Ternyata hari ini Ahmad Sudirman menerima kiriman saudara Fauzan yang melampirkan tulisan saudara Pabum dari Yogyakarta, yang isinya merupakan fenomena-fenomena tentang orang Cina di RI.

Setelah Ahmad Sudirman pelajari itu fenomena-fenomena orang Cina tersebut, ternyata isinya adalah merupakan perilaku suku minoritas yang berjuang untuk hidupnya dengan caranya sendiri untuk dapat hidup berdasarkan jalan pikiran dan ajaran-ajarannya sendiri yang sebagai warganegara RI dan yang didepan hukum mendapat perlakuan hukum yang sama.

Persoalannya sekarang, adanya kemampuan dari segelintir orang Cina dalam hidup dan bisnisnya yang disesuaikan dengan cara dan model bisnisnya sendiri telah melahirkan pengelompokan kekuatan keuangan yang menonjol dikalangan orang Cina dibanding dengan kelompok lainnya. Dan inilah yang menimbulkan perbedaan dan percikan-percikan api pertentangan dan sikap yang bertentangan antara segelintir orang cina tersebut dengan pihak atau kelompok lainnya.

Nah fenomena-fenomena ini bukan merupakan dasar untuk menyatakan bahwa RI dijajah segelintir orang Cina atau taipan-taipan Cina menjajah RI, sebagaimana yang dikatakan oleh saudara Fauzan.

Yang justru sedang menjajah sekarang adalah pihak RI terhadap Negeri Acheh, Papua dan Maluku Selatan. Kalau sekarang masalah penjajahan yang dilakukan pihak RI terhadap Acheh dialihkan oleh saudara Fauzan kepada masalah atau isu para taipan Cina menjajah RI dalam bidang keuangan, maka masalah isu penjajahan taipan Cina terhadap RI ini adalah isu yang tidak kena.

Saudara Fauzan, Ahmad Sudirman telah berkali-kali menyatakan bahwa untuk mengatasi masalah pengelompokan dan pemusatan kekuatan uang dalam satu tangan atau kelompok, maka caranya melalui pengaturan hukum. Masa itu anggota lembaga Legistalif DPR, MPR dan lembaga Eksekutif Pemerintah dibawah Susilo Bambang Yudhoyono dan lembaga Yudikatif Peradilan bisa dikalahkan oleh hanya beberapa gelintir taipan orang Cina ? Kan suatu hal yang bodoh dan tidak masuk akal.

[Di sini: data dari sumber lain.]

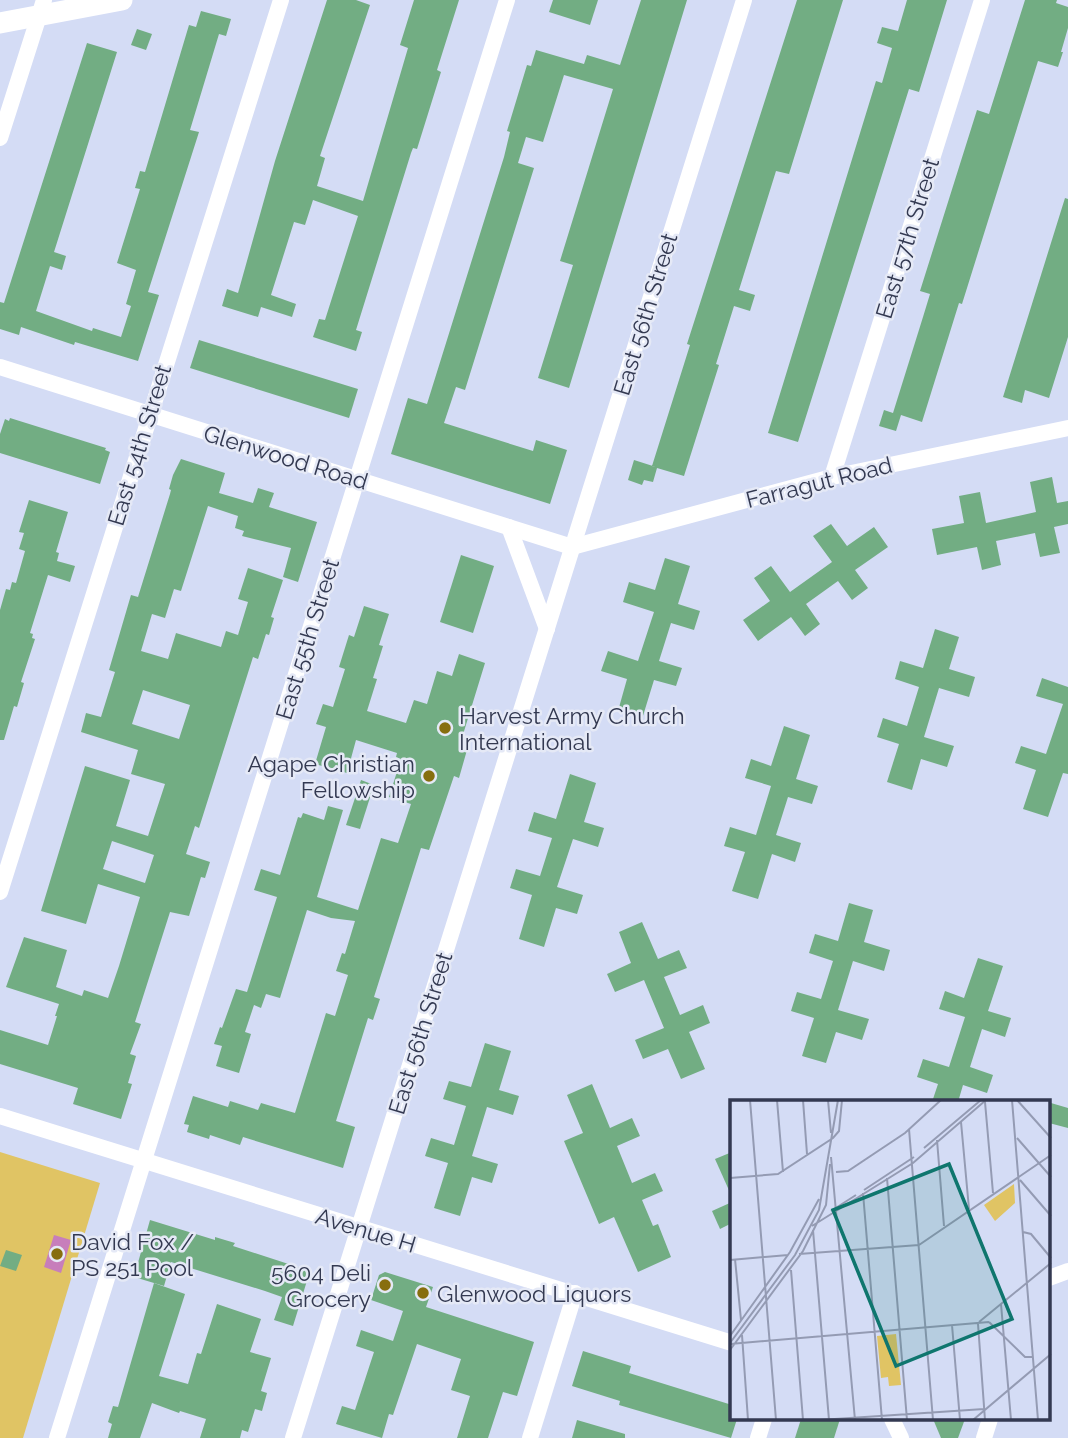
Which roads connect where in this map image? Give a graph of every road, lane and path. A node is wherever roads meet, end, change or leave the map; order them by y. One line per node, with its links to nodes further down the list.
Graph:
1 (122, 0): 6 (main road)
2 (281, 0): 10 (street, East 54th Street)
3 (507, 0): 13 (street, East 55th Street)
4 (744, 0): 15 (street, East 56th Street)
5 (982, 0): 12 (street, East 57th Street)
6 (41, 8): 7 (main road); 8 (street)
7 (0, 23)
8 (0, 138)
9 (0, 367): 10 (street, Glenwood Road)
10 (149, 414): 13 (street, Glenwood Road); 17 (street, East 54th Street)
11 (1068, 428): 12 (street, Farragut Road)
12 (832, 477): 15 (street, Farragut Road)
13 (357, 479): 14 (street, Glenwood Road); 19 (street, East 55th Street)
14 (509, 527): 15 (street, Glenwood Road); 16 (street)
15 (572, 547): 16 (street, East 56th Street)
16 (547, 629): 20 (street, East 56th Street)
17 (0, 892)
18 (0, 1116): 19 (street, Avenue H)
19 (143, 1161): 20 (street, Avenue H); 28 (street, East 55th Street)
20 (359, 1227): 23 (street, Avenue H); 29 (street, East 56th Street)
21 (1068, 1271): 22 (street)
22 (1050, 1278)
23 (575, 1293): 24 (street, Avenue H); 30 (street)
24 (730, 1342)
25 (764, 1420): 31 (street)
26 (892, 1420): 32 (street)
27 (990, 1420): 33 (street)
28 (57, 1438)
29 (293, 1438)
30 (530, 1438)
31 (758, 1438)
32 (901, 1438)
33 (985, 1438)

Mengapa Ahmad Sudirman mengatakan hal ini ? Karena itu yang namanya orang Cina di Swedia atau di Negara Eropah lainnya mana ada yang bisa menguasai kekuatan keuangan dalam tangannya atau kelompoknya sehingga bisa menyetir roda politik pemerintahan. Kecuali hanya di RI saja. Mengapa ? Karena memang itu pihak Eksekutif, TNI/Polri, Anggota lembaga Legislatif dan Yudikatif masih hijau kalau melihat buntelan rupiah yang disodorkan taipan-taipan Cina ini. Disamping itu hukum tentang KKN inipun sangsinya sangat ringan dan pelaksanaannya yang pincang.

Jadi, saudara Fauzan, apakah itu anggota DPR yang berjumlah 550 orang itu dan Pemerintah dibawah Susilo Bambang Yudhoyono tidak mampu melawan beberapa gelintir taipan Cina ini yang oleh saudara Fauzan dianggap menjajah RI ?.

Persoalananya sekarang adalah apakah itu uang sogokan para taipan dan pengikutnya atau konco-konconya yang diberikan kepada para anggota DPR, Polisi, anggota Kabinet bisa diketahui atau tidak oleh pihak Kepolisian dan pihak Kejaksaan ?.

Misalnya kalau ada taipan Cina yang bisnis judi dan Night Club atau narkoba kemudian sebagian hasilnya diberikan sebagai alat sogok kepada Polisi dan anggota hakim Kejaksaan dan beberapa wartawan, dan hal ini terus berlangsung lama, tidak ada orang yang berani melaporkan kepada Susilo Bambang Yudhoyono atau Jusuf Kalla ?

Nah, jelas contoh yang demikianlah yang terjadi sekarang di kota-kota besar di RI ini, saudara Fauzan. Makanya itu para taipan Cina ini bisa saja membentak-bentak dan menginjak-nginjak itu orang-orang Kejaksaan dan Kepolisian, karena memang asap dapurnya diisi oleh uang dari para taipan Cina ini.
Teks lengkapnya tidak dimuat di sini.